Insuficiência Mitral

A Insuficiência Mitral conceitualmente é a falha da valva mitral em impedir que o sangue retorne para o interior do átrio esquerdo durante a sístole. Fisiologicamente, as valvas átrio-ventriculares apresentam naturalmente um escape pequeno, não necessariamente devendo ser classificado como patológico. Quando o volume regurgitante se torna maior e, principalmente, quando há disfunção no adequado funcionamento do aparato mitral, temos a valvopatia.

 

História Natural da Doença

A história natural se baseia principalmente na explicação sobre fisiopatologia e etiologia. Entendendo como essas variáveis se comportam, entendemos o que esperar de um paciente que desenvolva insuficiência mitral e como ele deve evoluir.

Pacientes com acometimento reumático costumam ter evolução longa e só manifestam, geralmente próximo dos 40-50 anos.
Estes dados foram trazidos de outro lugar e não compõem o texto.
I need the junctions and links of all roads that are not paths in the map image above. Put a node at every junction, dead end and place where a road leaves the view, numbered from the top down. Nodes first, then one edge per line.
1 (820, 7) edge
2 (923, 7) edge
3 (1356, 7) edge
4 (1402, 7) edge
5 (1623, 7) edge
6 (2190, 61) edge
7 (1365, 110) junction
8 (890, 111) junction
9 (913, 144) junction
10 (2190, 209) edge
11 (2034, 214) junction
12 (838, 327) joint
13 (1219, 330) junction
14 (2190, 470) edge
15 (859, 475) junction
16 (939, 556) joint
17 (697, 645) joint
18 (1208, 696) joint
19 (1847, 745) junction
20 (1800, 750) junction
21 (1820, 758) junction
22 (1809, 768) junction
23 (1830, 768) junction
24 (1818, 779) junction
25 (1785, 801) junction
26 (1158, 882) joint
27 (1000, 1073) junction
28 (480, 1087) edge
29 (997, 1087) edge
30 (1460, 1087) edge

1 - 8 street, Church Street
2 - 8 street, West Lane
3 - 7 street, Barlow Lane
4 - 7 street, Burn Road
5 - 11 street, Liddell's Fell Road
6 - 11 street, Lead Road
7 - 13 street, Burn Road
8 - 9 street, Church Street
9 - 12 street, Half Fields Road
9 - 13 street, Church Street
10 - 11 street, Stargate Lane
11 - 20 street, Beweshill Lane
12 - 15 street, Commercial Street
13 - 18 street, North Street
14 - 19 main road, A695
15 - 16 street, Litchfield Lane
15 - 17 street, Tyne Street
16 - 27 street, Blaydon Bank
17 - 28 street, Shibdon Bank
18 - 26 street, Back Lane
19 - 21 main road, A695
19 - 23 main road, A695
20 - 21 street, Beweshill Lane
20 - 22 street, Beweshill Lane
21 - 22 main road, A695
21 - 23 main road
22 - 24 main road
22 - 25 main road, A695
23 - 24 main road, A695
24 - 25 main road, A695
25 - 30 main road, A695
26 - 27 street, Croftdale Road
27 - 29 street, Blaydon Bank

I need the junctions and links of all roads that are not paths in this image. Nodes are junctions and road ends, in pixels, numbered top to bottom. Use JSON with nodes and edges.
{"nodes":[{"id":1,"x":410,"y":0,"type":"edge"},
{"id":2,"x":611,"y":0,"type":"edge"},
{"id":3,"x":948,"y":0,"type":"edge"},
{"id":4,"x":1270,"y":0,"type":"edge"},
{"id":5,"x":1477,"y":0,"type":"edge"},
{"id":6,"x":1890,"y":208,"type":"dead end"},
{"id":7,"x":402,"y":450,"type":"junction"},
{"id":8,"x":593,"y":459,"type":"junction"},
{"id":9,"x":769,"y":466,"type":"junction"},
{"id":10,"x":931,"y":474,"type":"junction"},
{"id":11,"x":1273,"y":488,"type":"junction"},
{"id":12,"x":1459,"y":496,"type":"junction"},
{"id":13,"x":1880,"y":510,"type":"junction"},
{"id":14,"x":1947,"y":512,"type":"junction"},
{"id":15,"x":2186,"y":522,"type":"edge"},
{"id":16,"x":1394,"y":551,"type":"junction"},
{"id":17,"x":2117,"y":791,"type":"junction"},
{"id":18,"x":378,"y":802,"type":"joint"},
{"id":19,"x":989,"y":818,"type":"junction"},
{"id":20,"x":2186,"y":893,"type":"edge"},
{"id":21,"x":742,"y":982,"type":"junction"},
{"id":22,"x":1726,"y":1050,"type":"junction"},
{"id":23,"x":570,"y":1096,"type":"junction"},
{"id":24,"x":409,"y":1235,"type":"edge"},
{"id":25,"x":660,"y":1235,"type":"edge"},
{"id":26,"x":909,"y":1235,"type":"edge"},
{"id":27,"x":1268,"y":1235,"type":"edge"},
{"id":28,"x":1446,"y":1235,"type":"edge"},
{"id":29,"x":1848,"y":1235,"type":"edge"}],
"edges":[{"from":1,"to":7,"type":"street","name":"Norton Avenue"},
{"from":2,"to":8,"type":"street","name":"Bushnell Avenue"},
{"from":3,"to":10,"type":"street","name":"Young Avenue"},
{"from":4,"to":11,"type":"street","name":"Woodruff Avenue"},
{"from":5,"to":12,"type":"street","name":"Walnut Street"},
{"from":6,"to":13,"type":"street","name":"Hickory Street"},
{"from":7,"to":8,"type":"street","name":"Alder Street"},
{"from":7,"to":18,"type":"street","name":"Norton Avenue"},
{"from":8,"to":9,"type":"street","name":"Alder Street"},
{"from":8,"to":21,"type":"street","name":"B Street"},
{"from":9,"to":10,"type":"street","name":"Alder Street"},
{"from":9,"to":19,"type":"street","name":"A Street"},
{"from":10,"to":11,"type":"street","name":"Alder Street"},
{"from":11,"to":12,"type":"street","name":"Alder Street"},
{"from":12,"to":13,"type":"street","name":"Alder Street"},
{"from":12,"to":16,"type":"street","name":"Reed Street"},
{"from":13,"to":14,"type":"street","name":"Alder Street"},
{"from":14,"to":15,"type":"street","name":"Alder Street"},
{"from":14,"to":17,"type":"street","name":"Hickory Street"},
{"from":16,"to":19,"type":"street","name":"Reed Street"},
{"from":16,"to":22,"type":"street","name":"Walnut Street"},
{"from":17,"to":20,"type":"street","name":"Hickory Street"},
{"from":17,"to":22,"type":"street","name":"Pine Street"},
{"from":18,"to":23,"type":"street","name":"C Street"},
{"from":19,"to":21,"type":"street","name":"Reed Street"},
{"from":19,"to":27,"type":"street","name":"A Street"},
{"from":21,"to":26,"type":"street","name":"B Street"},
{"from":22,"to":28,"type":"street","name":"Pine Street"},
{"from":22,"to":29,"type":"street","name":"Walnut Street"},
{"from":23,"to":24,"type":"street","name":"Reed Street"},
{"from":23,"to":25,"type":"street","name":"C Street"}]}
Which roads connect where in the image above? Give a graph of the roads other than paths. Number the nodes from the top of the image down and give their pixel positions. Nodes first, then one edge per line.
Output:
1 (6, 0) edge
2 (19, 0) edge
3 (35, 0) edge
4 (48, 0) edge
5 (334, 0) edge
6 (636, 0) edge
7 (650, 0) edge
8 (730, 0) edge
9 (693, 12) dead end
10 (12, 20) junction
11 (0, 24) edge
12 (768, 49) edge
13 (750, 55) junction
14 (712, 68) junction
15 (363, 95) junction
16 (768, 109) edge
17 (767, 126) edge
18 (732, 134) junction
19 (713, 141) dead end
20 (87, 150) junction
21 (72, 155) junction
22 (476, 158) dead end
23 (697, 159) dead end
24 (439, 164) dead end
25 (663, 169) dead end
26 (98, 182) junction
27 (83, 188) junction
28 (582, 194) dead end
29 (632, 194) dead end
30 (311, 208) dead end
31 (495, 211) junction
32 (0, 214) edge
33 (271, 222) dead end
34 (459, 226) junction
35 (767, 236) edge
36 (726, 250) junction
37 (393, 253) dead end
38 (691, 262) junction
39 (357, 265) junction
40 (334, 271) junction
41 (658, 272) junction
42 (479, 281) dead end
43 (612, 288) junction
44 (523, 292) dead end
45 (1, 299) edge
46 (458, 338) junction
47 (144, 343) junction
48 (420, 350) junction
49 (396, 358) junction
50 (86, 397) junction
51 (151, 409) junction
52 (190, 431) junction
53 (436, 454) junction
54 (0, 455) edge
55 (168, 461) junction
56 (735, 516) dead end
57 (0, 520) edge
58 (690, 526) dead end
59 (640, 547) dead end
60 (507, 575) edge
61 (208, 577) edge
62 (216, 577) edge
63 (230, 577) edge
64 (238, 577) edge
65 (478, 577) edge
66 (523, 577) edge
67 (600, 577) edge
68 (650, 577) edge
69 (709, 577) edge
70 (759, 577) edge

Como a lesão é insidiosa e se inicia em graus menores, há tempo para uma longa adaptação e surgimento de um átrio esquerdo com grande complacência.

Quadros de degeneração mixomatosa costumam apresentar uma mudança radical na sintomatologia no momento de uma ruptura de cordoalha com piora expressiva no grau da regurgitação. Estágios muito avançados são chamados de síndrome de Barlow e podem vir acompanhados de uma síndrome arritmogênica. São pacientes que apresentam essa má formação no tecido conjuntivo que evoluem com degeneração dos folhetos e cordoalhas. Alguns casos apresentam extensas áreas de fibrose intersticial com elevada densidade de ectopias, podendo inclusive evoluir para morte súbita.

Um achado especial eleva a incidência de arritmias severas e morte súbita que é a disjunção de anel mitral. Na presença de degeneração mixomatosa, o afastamento sistólico do músculo do VE com o anel fibrose é um sinal que aponta para manifestações mais graves da síndrome arritmogênica.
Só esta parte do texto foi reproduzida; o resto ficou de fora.